Monday, March 17, 2008

JP Morgan's Bear Buyout a Reward for Canny Risk Management

Hmm, this article makes a lot of sense.

You can't accuse the government of bailing out Bear Stearns in any
traditional sense here. This is much more nuanced and, in the end, interesting.
Can you accuse the government, by contrast, of picking sides? Of siding with a
stronger, more conservative player against a weak and reckless one? Certainly.
They are punishing Bear while trying to salvage a bit of it not to mention
stability in the financial markets. And they are rewarding a better player.
That's the interesting aspect to the non-bailout nature of the 2 bucks and what
renders recycled story lines worth even less than Bear Stearns itself.

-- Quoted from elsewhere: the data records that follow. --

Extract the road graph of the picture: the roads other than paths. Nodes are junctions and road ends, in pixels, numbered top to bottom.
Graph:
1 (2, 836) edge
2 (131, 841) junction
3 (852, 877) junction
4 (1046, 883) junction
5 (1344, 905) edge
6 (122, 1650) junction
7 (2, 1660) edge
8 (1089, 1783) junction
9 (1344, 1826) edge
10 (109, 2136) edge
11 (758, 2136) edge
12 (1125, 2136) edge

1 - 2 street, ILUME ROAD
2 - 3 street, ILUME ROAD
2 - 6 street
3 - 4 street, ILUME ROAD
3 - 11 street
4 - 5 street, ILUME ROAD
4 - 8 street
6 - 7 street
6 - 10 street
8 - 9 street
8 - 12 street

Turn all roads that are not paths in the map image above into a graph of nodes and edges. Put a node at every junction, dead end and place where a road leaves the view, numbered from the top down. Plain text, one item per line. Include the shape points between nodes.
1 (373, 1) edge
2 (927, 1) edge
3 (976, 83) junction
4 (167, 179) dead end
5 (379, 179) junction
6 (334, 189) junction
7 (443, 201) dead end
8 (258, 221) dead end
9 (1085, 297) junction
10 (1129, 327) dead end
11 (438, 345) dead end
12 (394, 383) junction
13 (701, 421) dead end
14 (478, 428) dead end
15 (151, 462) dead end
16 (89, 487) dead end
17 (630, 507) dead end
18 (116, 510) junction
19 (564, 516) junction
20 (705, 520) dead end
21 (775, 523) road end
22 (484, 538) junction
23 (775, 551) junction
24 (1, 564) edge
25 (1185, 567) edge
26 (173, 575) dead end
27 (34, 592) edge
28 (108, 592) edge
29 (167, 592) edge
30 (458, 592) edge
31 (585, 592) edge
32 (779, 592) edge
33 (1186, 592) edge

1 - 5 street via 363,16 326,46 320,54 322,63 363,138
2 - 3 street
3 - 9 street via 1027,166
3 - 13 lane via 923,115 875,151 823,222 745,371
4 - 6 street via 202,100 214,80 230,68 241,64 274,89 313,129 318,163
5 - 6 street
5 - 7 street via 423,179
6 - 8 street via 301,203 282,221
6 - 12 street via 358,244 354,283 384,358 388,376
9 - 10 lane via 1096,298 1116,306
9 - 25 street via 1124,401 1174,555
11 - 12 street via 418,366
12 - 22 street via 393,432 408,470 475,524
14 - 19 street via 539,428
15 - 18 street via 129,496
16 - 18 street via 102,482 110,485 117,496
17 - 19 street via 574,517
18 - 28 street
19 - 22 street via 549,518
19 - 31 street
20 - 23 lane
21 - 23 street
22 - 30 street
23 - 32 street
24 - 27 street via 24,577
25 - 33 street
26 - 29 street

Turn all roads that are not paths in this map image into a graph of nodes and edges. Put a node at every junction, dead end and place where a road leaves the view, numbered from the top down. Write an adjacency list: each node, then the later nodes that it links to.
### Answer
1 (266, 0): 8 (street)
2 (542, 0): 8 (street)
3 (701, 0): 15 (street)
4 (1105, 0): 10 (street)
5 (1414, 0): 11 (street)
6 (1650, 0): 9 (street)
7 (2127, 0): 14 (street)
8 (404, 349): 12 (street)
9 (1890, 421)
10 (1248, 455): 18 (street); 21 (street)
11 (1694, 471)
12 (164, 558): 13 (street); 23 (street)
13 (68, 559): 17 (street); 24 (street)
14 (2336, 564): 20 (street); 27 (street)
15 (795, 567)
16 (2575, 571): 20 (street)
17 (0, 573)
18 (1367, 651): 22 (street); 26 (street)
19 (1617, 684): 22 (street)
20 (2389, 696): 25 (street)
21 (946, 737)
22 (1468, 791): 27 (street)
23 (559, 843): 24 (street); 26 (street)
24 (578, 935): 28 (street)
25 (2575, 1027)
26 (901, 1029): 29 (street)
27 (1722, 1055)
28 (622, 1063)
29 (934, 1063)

JP Morgan got the bargain price because they were shrewd and avoided the risks that Bear was taking on. They managed their risks like a investment bank is supposed to do. So they came out of it without any CDO dirt on their books. Then the government tosses JPM a bone and the firm accepts the offer only if that toxic debt doesn't come onto JPMs balance sheet.

If it was JPM taking big risks for big yields like Bear did then someone else would be buying JPM out instead. I mean JPM paid $236.2 million for a company whose headquarters building itself is worth more then $1.2 billion. JPM has some real risk-adverse deal makers in house. I think JPM may turn out to be a pretty good long once this credit mess blows over.